ASSIGNED TASK
Exact copies of all the lines below are wanted, without a single picture.

RECORDS FOR THE EXERCISE
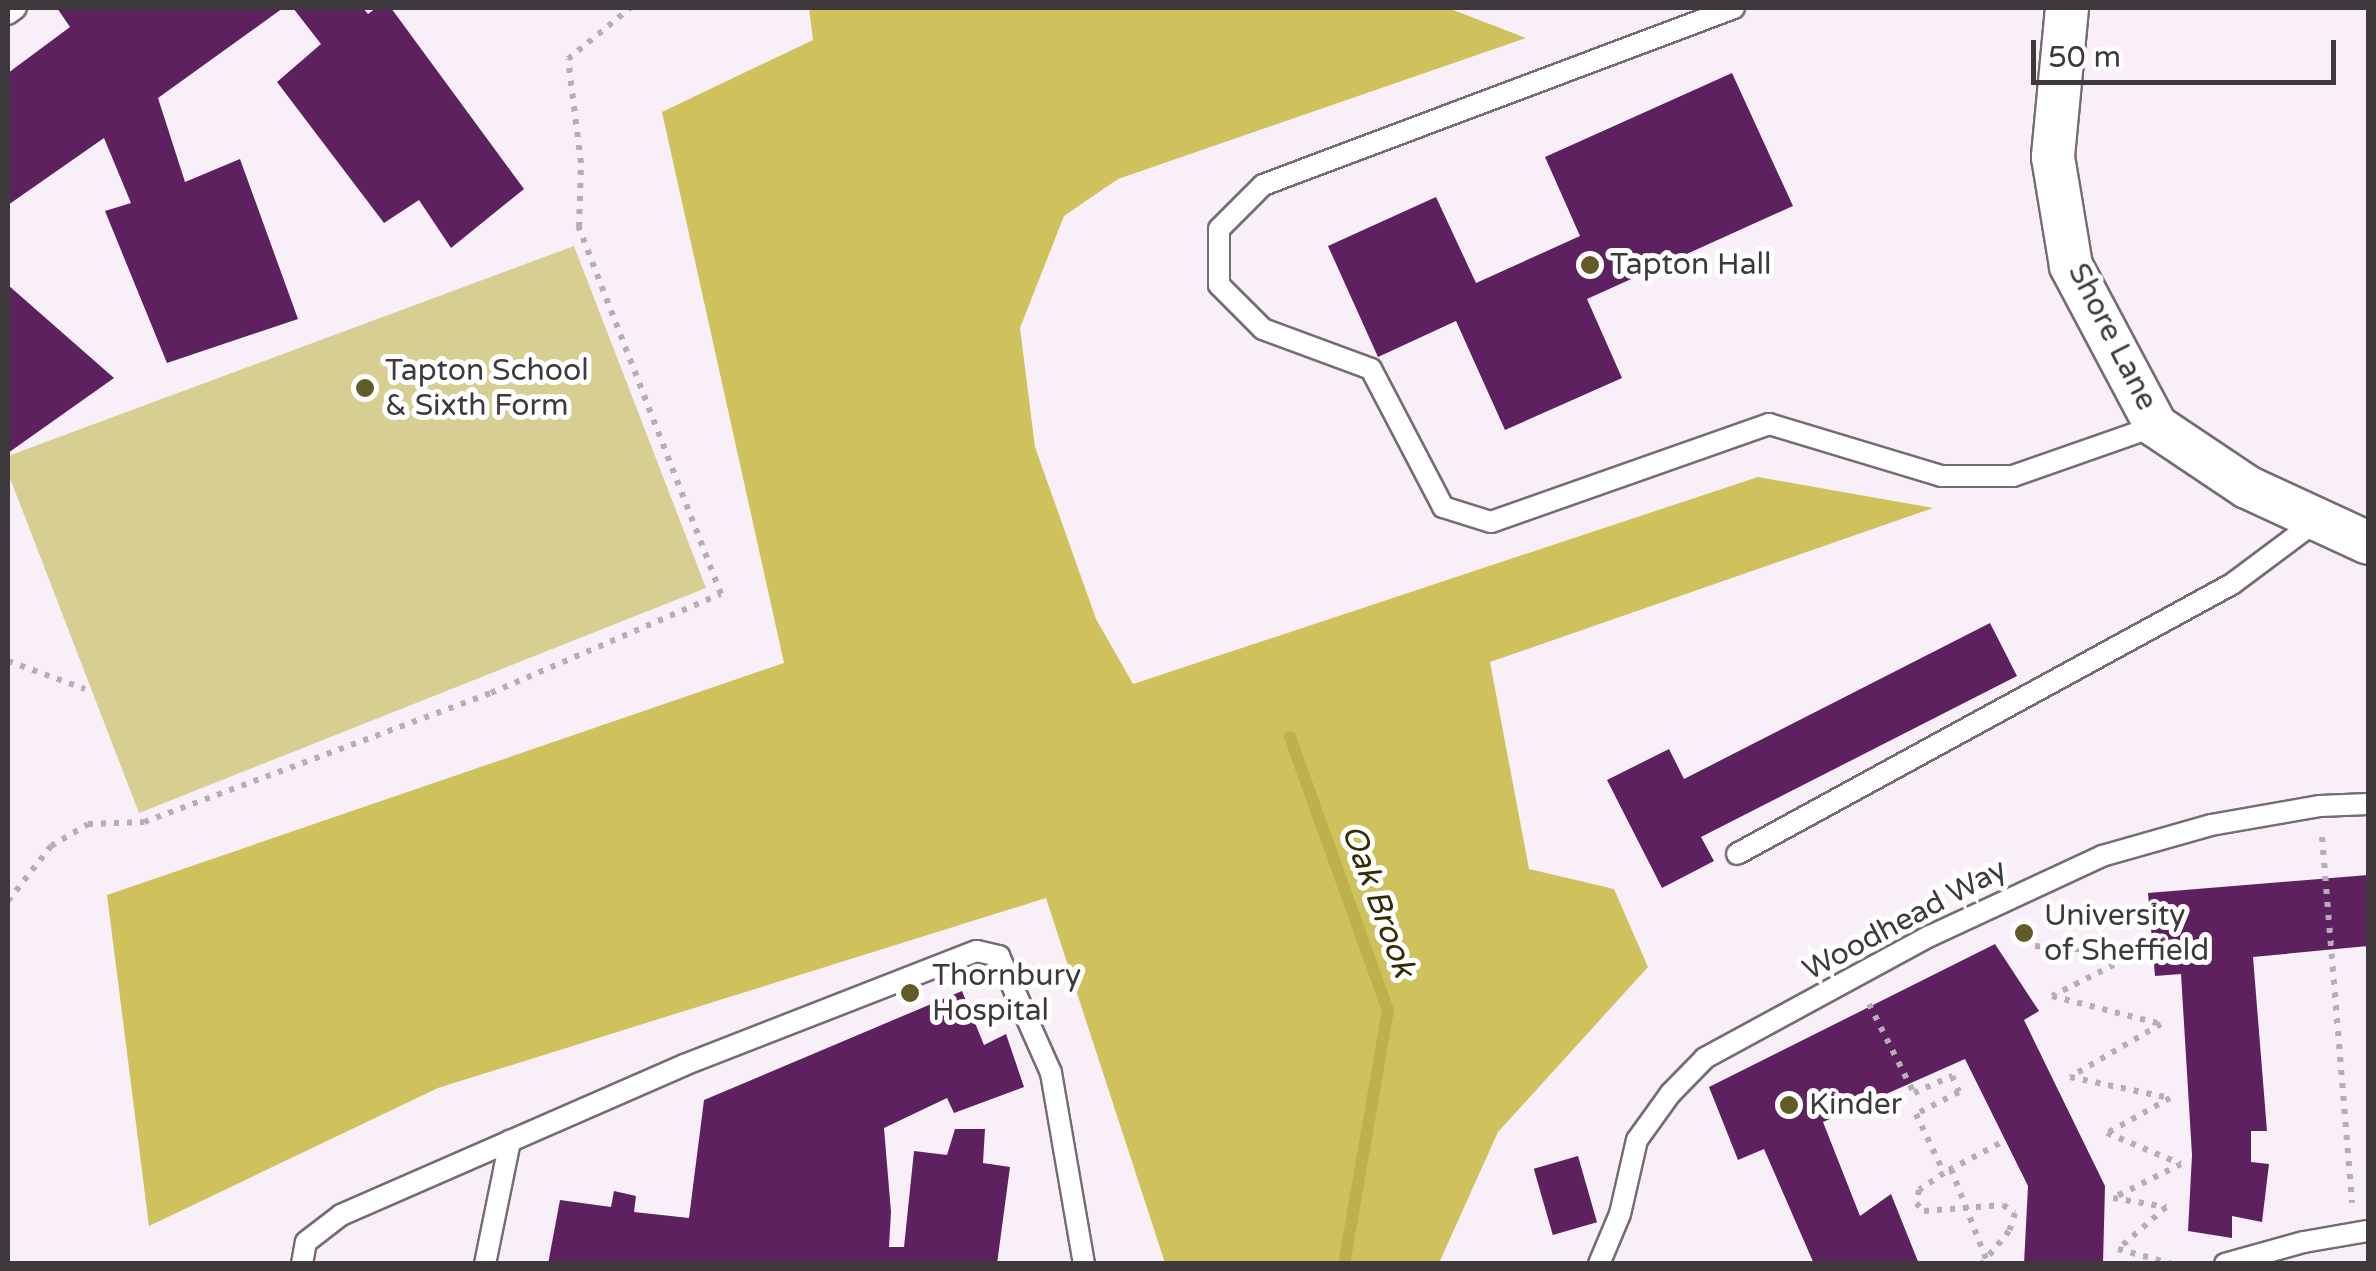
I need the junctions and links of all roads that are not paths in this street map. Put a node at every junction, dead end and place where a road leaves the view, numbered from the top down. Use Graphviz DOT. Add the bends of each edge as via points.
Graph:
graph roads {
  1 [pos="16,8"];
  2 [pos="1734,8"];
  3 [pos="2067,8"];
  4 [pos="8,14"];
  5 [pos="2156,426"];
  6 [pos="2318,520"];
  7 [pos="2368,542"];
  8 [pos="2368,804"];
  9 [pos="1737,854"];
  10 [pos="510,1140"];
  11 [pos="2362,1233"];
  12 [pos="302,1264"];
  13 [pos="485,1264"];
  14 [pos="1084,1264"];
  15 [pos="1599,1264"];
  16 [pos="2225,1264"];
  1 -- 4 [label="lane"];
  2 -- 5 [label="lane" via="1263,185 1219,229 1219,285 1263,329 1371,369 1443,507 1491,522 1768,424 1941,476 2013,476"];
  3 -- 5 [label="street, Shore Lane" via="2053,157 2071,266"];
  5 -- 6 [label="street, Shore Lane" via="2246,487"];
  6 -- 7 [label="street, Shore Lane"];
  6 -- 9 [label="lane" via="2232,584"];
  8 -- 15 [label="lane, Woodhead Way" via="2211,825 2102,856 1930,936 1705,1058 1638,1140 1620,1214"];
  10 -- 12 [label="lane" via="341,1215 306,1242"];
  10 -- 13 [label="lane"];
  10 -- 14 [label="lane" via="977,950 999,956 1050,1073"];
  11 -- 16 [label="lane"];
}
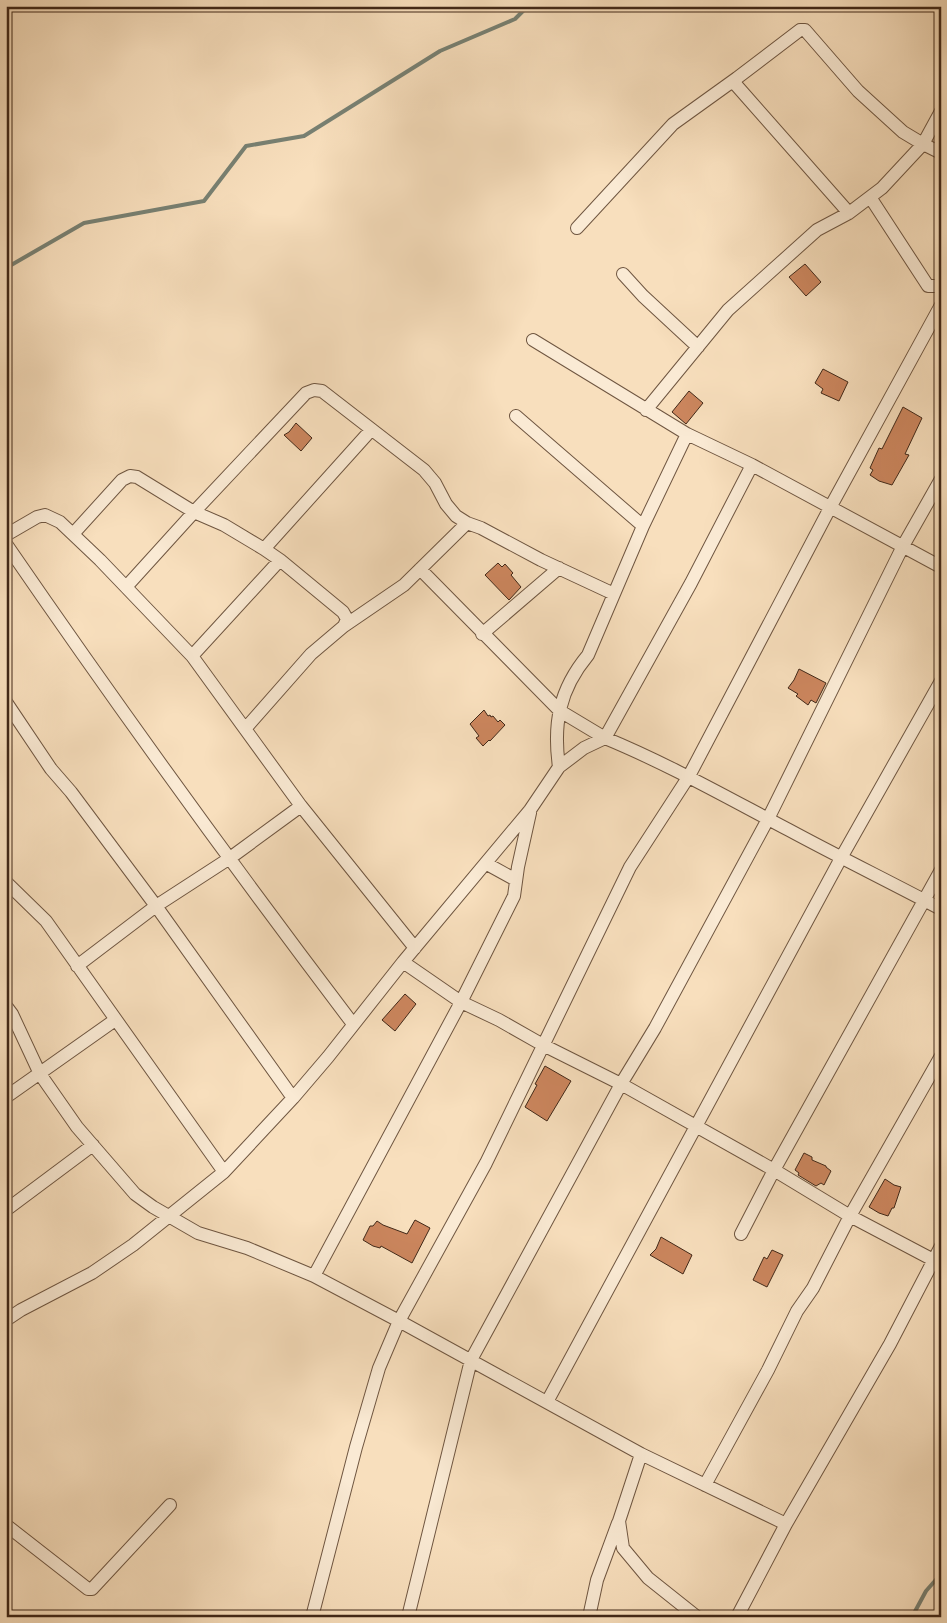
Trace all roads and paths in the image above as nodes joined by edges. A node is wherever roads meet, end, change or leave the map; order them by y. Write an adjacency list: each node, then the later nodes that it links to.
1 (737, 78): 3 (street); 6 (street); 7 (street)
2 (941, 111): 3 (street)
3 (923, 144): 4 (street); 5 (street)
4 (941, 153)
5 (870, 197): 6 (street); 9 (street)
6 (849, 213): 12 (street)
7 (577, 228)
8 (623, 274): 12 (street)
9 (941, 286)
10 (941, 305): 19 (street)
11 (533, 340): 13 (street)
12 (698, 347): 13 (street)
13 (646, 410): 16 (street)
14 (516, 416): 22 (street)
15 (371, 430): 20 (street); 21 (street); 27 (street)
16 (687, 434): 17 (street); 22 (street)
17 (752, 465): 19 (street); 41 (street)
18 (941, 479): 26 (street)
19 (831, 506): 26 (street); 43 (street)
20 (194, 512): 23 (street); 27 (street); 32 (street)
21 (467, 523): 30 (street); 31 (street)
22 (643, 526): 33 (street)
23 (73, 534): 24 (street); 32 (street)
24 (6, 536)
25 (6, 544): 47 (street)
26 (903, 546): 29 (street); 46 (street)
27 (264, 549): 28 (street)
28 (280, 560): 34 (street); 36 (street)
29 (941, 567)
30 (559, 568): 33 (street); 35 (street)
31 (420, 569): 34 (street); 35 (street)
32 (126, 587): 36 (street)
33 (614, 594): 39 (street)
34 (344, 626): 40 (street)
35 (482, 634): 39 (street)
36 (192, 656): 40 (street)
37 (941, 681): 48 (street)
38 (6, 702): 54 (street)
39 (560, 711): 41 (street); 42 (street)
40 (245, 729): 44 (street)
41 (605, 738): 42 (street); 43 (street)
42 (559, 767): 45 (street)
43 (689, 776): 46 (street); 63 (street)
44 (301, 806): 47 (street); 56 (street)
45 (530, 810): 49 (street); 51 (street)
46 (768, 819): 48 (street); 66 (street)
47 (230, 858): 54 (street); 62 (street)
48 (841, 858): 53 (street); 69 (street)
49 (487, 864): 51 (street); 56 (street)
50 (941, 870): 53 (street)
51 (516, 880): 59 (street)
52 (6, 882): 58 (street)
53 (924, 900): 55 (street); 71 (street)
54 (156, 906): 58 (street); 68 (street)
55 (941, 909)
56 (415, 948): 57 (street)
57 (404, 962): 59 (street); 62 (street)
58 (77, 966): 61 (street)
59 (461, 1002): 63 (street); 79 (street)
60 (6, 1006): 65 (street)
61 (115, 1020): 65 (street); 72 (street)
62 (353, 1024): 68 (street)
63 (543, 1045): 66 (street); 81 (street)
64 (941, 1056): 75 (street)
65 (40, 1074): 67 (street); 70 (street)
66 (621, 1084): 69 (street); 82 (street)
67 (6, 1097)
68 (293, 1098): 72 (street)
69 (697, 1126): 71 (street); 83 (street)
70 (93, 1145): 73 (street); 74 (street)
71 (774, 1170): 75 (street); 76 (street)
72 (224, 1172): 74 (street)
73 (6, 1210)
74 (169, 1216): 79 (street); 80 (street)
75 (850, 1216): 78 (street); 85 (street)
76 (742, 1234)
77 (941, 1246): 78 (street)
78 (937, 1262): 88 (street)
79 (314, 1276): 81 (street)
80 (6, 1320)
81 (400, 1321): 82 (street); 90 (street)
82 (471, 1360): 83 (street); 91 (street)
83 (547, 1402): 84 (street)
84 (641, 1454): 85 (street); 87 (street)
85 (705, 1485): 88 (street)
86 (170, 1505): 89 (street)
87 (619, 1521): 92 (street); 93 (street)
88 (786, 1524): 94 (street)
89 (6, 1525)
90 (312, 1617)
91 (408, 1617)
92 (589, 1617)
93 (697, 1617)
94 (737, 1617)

OUTPUT
I need the junctions and links of all roads that are not paths in this street map. Put a node at every junction, dead end and place where a road leaves the view, numbered from the top down. Use Graphviz DOT. Add the bends of each edge as via points.
Graph:
graph roads {
  1 [pos="16,8"];
  2 [pos="1734,8"];
  3 [pos="2067,8"];
  4 [pos="8,14"];
  5 [pos="2156,426"];
  6 [pos="2318,520"];
  7 [pos="2368,542"];
  8 [pos="2368,804"];
  9 [pos="1737,854"];
  10 [pos="510,1140"];
  11 [pos="2362,1233"];
  12 [pos="302,1264"];
  13 [pos="485,1264"];
  14 [pos="1084,1264"];
  15 [pos="1599,1264"];
  16 [pos="2225,1264"];
  1 -- 4 [label="lane"];
  2 -- 5 [label="lane" via="1263,185 1219,229 1219,285 1263,329 1371,369 1443,507 1491,522 1768,424 1941,476 2013,476"];
  3 -- 5 [label="street, Shore Lane" via="2053,157 2071,266"];
  5 -- 6 [label="street, Shore Lane" via="2246,487"];
  6 -- 7 [label="street, Shore Lane"];
  6 -- 9 [label="lane" via="2232,584"];
  8 -- 15 [label="lane, Woodhead Way" via="2211,825 2102,856 1930,936 1705,1058 1638,1140 1620,1214"];
  10 -- 12 [label="lane" via="341,1215 306,1242"];
  10 -- 13 [label="lane"];
  10 -- 14 [label="lane" via="977,950 999,956 1050,1073"];
  11 -- 16 [label="lane"];
}
Trace all roads and paths in the image above as nodes joined by edges. A node is wherever roads meet, end, change or leave the map; order them by y. Write an adjacency list: each node, then the later nodes that it links to.
1 (737, 78): 3 (street); 6 (street); 7 (street)
2 (941, 111): 3 (street)
3 (923, 144): 4 (street); 5 (street)
4 (941, 153)
5 (870, 197): 6 (street); 9 (street)
6 (849, 213): 12 (street)
7 (577, 228)
8 (623, 274): 12 (street)
9 (941, 286)
10 (941, 305): 19 (street)
11 (533, 340): 13 (street)
12 (698, 347): 13 (street)
13 (646, 410): 16 (street)
14 (516, 416): 22 (street)
15 (371, 430): 20 (street); 21 (street); 27 (street)
16 (687, 434): 17 (street); 22 (street)
17 (752, 465): 19 (street); 41 (street)
18 (941, 479): 26 (street)
19 (831, 506): 26 (street); 43 (street)
20 (194, 512): 23 (street); 27 (street); 32 (street)
21 (467, 523): 30 (street); 31 (street)
22 (643, 526): 33 (street)
23 (73, 534): 24 (street); 32 (street)
24 (6, 536)
25 (6, 544): 47 (street)
26 (903, 546): 29 (street); 46 (street)
27 (264, 549): 28 (street)
28 (280, 560): 34 (street); 36 (street)
29 (941, 567)
30 (559, 568): 33 (street); 35 (street)
31 (420, 569): 34 (street); 35 (street)
32 (126, 587): 36 (street)
33 (614, 594): 39 (street)
34 (344, 626): 40 (street)
35 (482, 634): 39 (street)
36 (192, 656): 40 (street)
37 (941, 681): 48 (street)
38 (6, 702): 54 (street)
39 (560, 711): 41 (street); 42 (street)
40 (245, 729): 44 (street)
41 (605, 738): 42 (street); 43 (street)
42 (559, 767): 45 (street)
43 (689, 776): 46 (street); 63 (street)
44 (301, 806): 47 (street); 56 (street)
45 (530, 810): 49 (street); 51 (street)
46 (768, 819): 48 (street); 66 (street)
47 (230, 858): 54 (street); 62 (street)
48 (841, 858): 53 (street); 69 (street)
49 (487, 864): 51 (street); 56 (street)
50 (941, 870): 53 (street)
51 (516, 880): 59 (street)
52 (6, 882): 58 (street)
53 (924, 900): 55 (street); 71 (street)
54 (156, 906): 58 (street); 68 (street)
55 (941, 909)
56 (415, 948): 57 (street)
57 (404, 962): 59 (street); 62 (street)
58 (77, 966): 61 (street)
59 (461, 1002): 63 (street); 79 (street)
60 (6, 1006): 65 (street)
61 (115, 1020): 65 (street); 72 (street)
62 (353, 1024): 68 (street)
63 (543, 1045): 66 (street); 81 (street)
64 (941, 1056): 75 (street)
65 (40, 1074): 67 (street); 70 (street)
66 (621, 1084): 69 (street); 82 (street)
67 (6, 1097)
68 (293, 1098): 72 (street)
69 (697, 1126): 71 (street); 83 (street)
70 (93, 1145): 73 (street); 74 (street)
71 (774, 1170): 75 (street); 76 (street)
72 (224, 1172): 74 (street)
73 (6, 1210)
74 (169, 1216): 79 (street); 80 (street)
75 (850, 1216): 78 (street); 85 (street)
76 (742, 1234)
77 (941, 1246): 78 (street)
78 (937, 1262): 88 (street)
79 (314, 1276): 81 (street)
80 (6, 1320)
81 (400, 1321): 82 (street); 90 (street)
82 (471, 1360): 83 (street); 91 (street)
83 (547, 1402): 84 (street)
84 (641, 1454): 85 (street); 87 (street)
85 (705, 1485): 88 (street)
86 (170, 1505): 89 (street)
87 (619, 1521): 92 (street); 93 (street)
88 (786, 1524): 94 (street)
89 (6, 1525)
90 (312, 1617)
91 (408, 1617)
92 (589, 1617)
93 (697, 1617)
94 (737, 1617)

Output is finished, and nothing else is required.